First, I read these verses, Lamentations 2:22-24 several times, out loud.  After each reading, I took four intentional, deep, slow breaths. 

Next, I entered into mediation.  I selected one phrase, the Lord is my portion.  I went over and over it in my mind.  My portion.  This is what came to me.  The Lord is all I get.  The Lord is my serving.  When life around me feels chaotic, I get no more solution than the knowledge that the Holy Spirit is with me, carrying me.  When I know I have disappointed people with my words or my temper or my decisions, the Lord is right there.  As low as I feel, the Lord stays with me.  And the Lord is not a passive presence, but is constantly goading, stroking, reminding, uplifting, pushing, catching, whispering, shouting, kicking, holding, hugging; all of this and more.  The Lord is the all the portion need and all I could want.
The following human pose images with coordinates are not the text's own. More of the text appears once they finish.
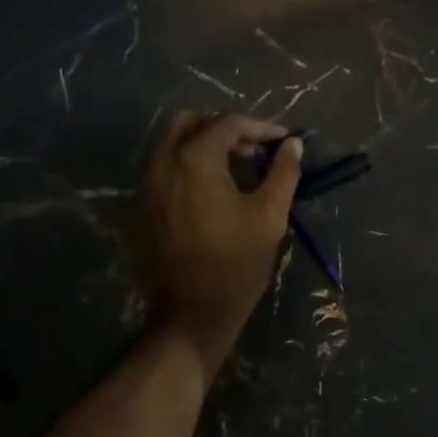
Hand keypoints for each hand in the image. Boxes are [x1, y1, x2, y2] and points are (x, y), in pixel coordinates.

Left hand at [140, 111, 302, 377]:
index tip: (284, 143)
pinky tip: (216, 194)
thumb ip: (283, 173)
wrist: (192, 313)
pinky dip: (191, 168)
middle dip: (226, 130)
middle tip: (255, 152)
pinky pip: (167, 170)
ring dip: (207, 148)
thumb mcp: (270, 216)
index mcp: (195, 160)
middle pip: (192, 123)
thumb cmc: (237, 264)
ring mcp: (149, 185)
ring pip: (175, 146)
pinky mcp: (144, 207)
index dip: (261, 128)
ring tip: (239, 173)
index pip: (229, 124)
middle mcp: (164, 163)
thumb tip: (293, 145)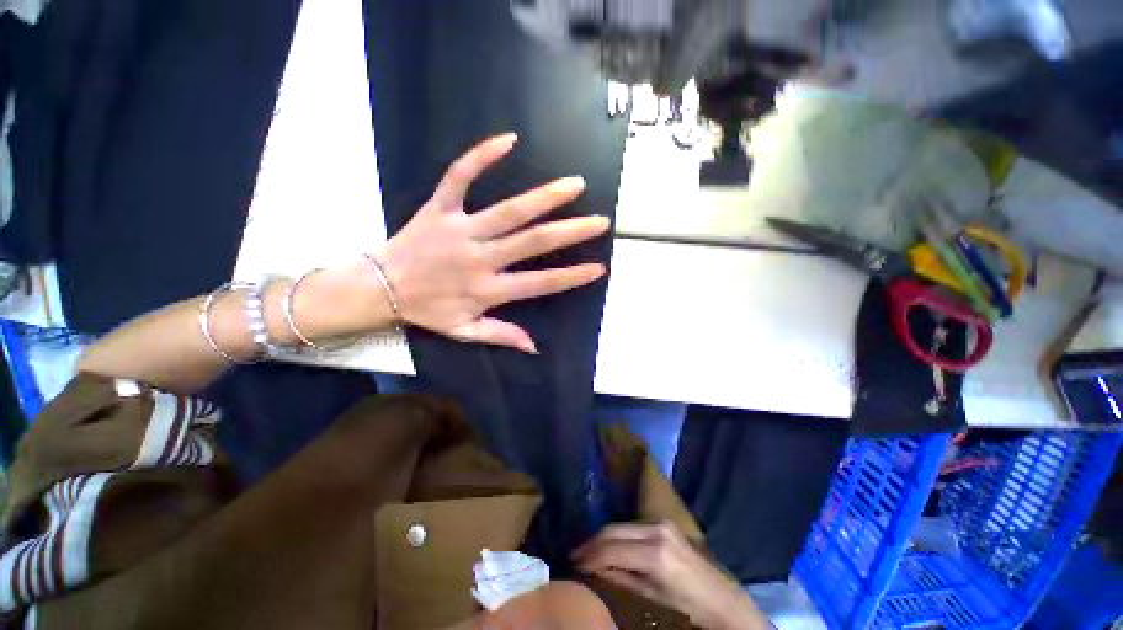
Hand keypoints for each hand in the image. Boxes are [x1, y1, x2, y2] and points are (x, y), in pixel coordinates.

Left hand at [376, 133, 609, 353]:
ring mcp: (461, 229)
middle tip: (600, 221)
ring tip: (574, 185)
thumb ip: (501, 335)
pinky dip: (481, 157)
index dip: (571, 277)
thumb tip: (535, 347)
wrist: (378, 287)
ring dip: (544, 197)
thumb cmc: (426, 310)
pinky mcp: (440, 207)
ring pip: (508, 211)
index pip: (540, 284)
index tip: (599, 267)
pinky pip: (460, 177)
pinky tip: (509, 140)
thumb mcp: (464, 332)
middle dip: (571, 232)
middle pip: (533, 243)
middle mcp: (480, 258)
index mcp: (487, 290)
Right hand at [573, 522, 768, 629]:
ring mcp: (661, 523)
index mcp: (655, 553)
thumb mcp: (652, 598)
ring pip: (621, 525)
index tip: (574, 563)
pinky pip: (632, 526)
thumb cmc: (688, 607)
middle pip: (613, 529)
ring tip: (590, 551)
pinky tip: (611, 546)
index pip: (611, 548)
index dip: (589, 556)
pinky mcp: (664, 522)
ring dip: (604, 537)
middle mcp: (655, 530)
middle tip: (576, 555)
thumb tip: (595, 570)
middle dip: (592, 542)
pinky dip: (618, 535)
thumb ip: (622, 580)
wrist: (723, 600)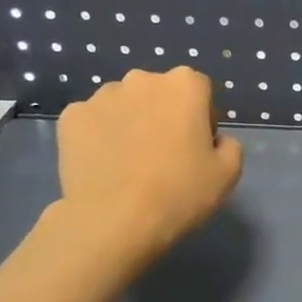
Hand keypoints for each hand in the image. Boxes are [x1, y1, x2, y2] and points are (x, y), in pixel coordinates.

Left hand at [53, 67, 243, 270]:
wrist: (114, 222)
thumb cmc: (179, 193)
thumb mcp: (228, 174)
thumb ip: (230, 145)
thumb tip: (215, 140)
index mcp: (184, 85)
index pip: (200, 90)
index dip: (201, 118)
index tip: (196, 147)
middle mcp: (142, 79)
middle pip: (159, 93)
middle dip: (163, 115)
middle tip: (163, 155)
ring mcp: (101, 96)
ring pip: (123, 105)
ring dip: (130, 122)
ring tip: (128, 162)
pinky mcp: (71, 117)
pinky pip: (92, 121)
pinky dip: (98, 136)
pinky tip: (103, 165)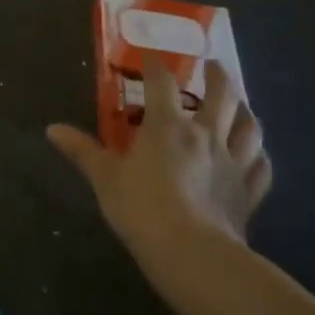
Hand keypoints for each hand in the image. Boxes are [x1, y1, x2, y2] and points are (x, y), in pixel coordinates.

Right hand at [46, 59, 271, 269]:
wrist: (193, 255)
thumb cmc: (142, 209)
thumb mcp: (104, 177)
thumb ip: (81, 150)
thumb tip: (52, 129)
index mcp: (167, 126)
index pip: (162, 82)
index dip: (156, 66)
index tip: (152, 59)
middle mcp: (205, 135)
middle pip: (221, 95)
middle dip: (218, 76)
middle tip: (213, 66)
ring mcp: (233, 163)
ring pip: (249, 127)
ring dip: (245, 110)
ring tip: (241, 104)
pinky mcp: (248, 193)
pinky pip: (261, 168)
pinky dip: (259, 156)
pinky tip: (257, 155)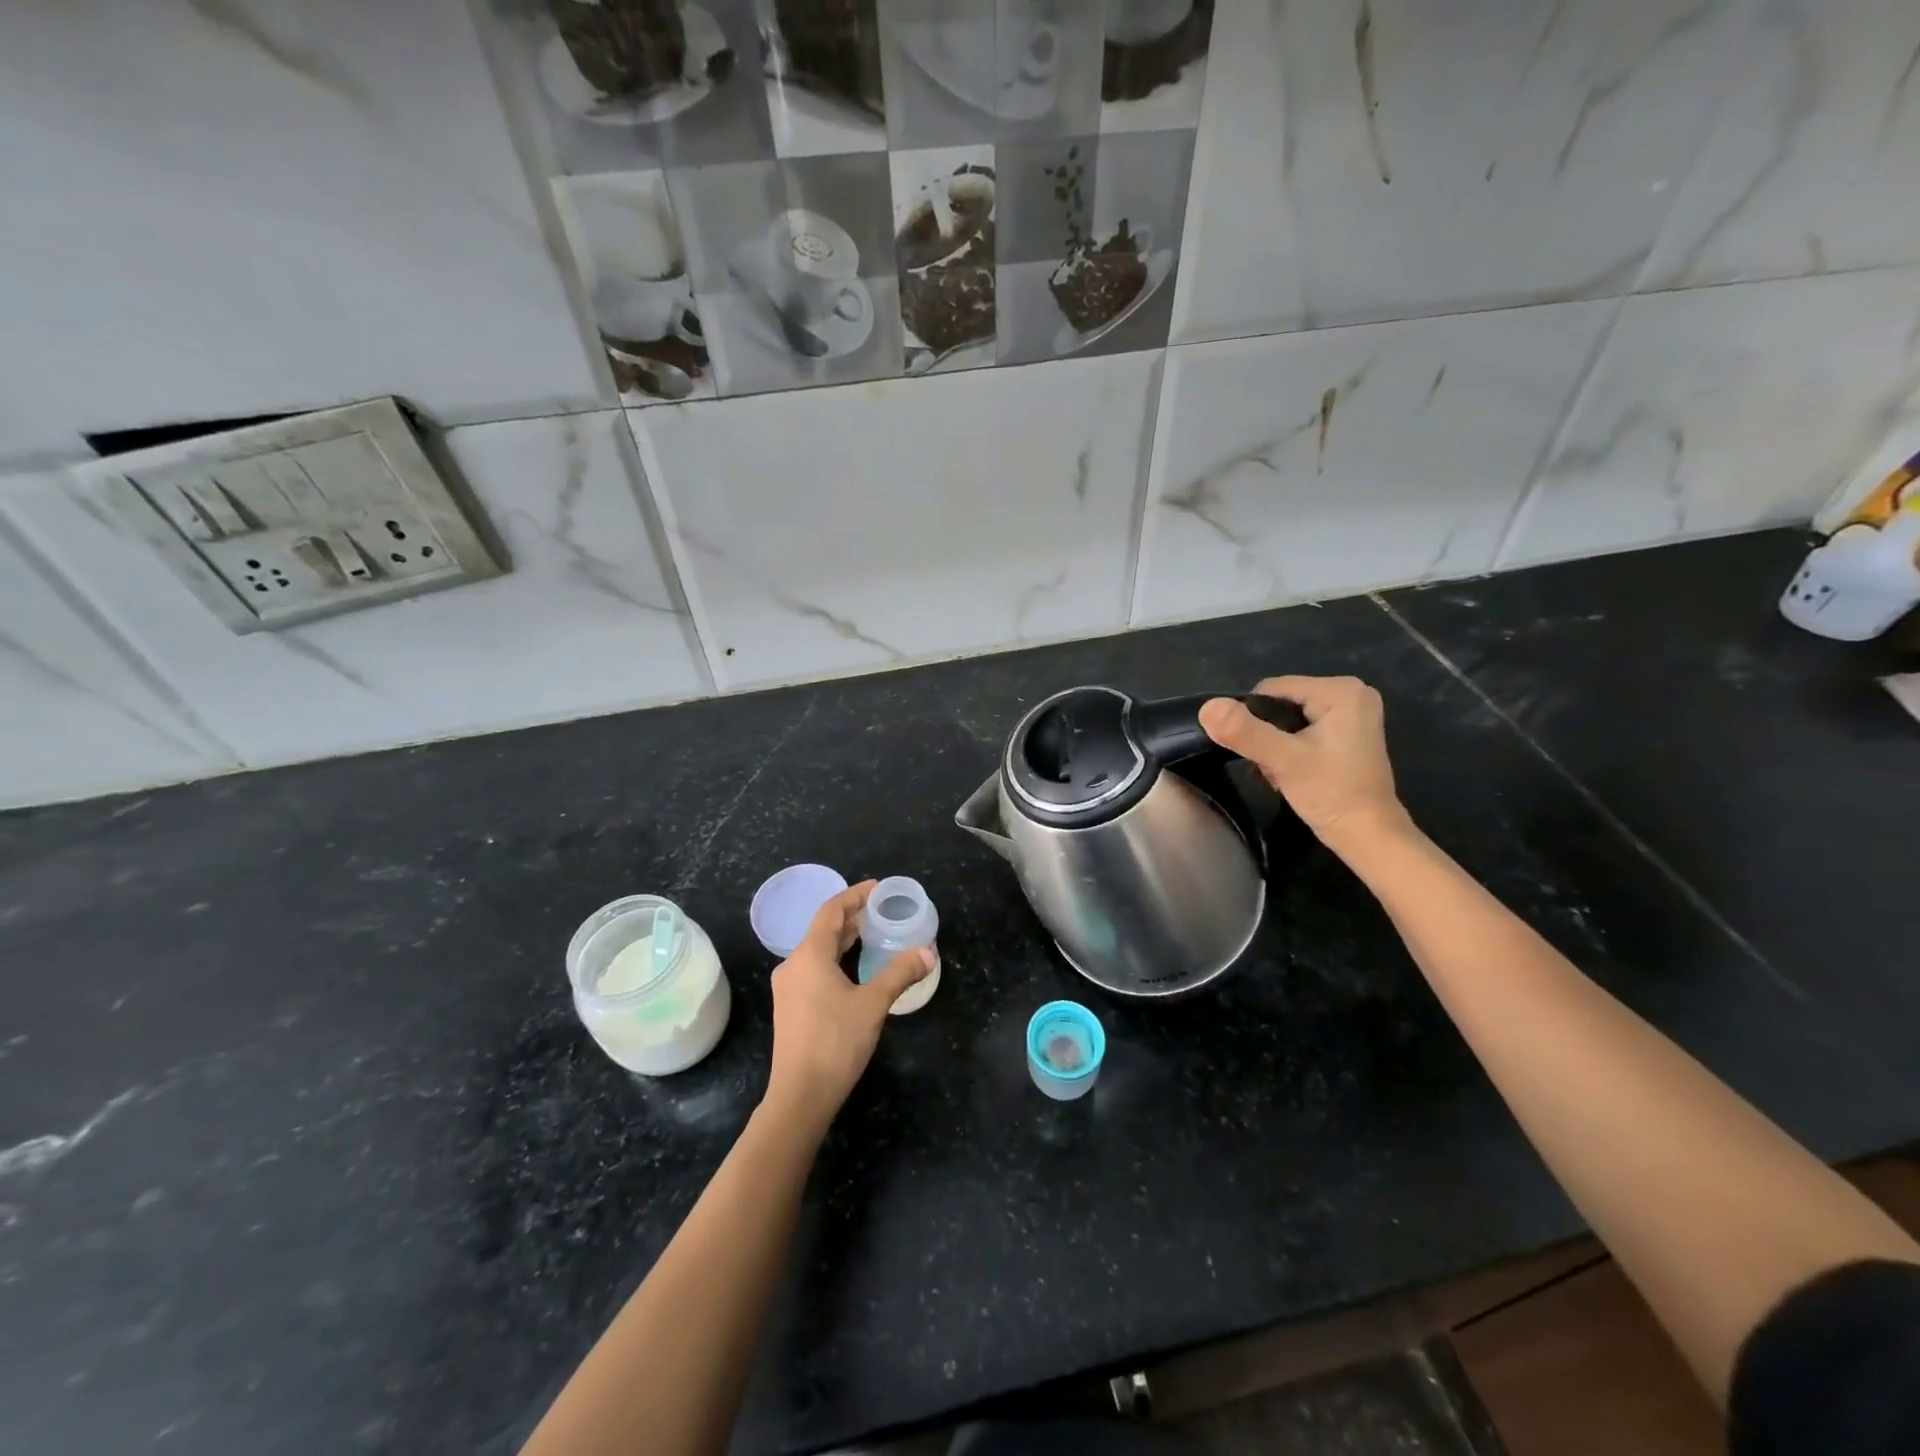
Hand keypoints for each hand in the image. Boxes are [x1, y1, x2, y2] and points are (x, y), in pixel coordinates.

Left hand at [763, 880, 932, 1134]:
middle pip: (823, 929)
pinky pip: (814, 968)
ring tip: (873, 934)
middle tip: (882, 910)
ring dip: (844, 939)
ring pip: (818, 950)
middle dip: (852, 916)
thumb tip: (928, 952)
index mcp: (809, 955)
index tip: (878, 888)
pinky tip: (855, 969)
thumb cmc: (836, 1042)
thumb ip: (900, 974)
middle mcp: (793, 965)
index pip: (831, 911)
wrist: (800, 1096)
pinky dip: (836, 958)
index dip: (855, 895)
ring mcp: (789, 987)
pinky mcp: (791, 1007)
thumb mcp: (873, 1004)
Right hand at [1199, 675, 1410, 851]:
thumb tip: (1207, 706)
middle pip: (1280, 703)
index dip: (1253, 719)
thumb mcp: (1284, 761)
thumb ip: (1246, 732)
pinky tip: (1295, 770)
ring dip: (1276, 744)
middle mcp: (1351, 692)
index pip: (1271, 689)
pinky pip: (1303, 729)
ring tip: (1283, 771)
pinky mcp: (1349, 732)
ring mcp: (1353, 713)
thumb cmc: (1332, 794)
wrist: (1368, 836)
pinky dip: (1291, 748)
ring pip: (1288, 718)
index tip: (1261, 753)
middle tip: (1273, 766)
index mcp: (1341, 690)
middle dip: (1267, 734)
I thought about N.T. Wright, the English Bible historian.  When he talks about a section of scripture or theology, he says in his British way, the “bit” about this, or the “bit” about that.  The Lord is my “bit.”  I don’t need or want one bit more.

All this revelation came to me a 21st century Bible-reading Christ follower from the poems of lament of a 6th century BC Jew enslaved in Babylon.  That’s how big (and how small) God is.  God is present.  God is my portion. 

After meditation, I prayed allowed, interceding for people I know here and for my family and for people I know in Africa.  I finished up in silence, trying to quiet myself so God could speak some more.  God had already been speaking through the word and through the Spirit’s guidance, showing me my portion.  I finished in silence, creating space so I would be ready to hear God. 

One afterthought is why don’t I do this every day?  But, I leave that afterthought as I gratefully bask in the blessings of doing it today.  Thank you, God, for meeting me and for being my portion.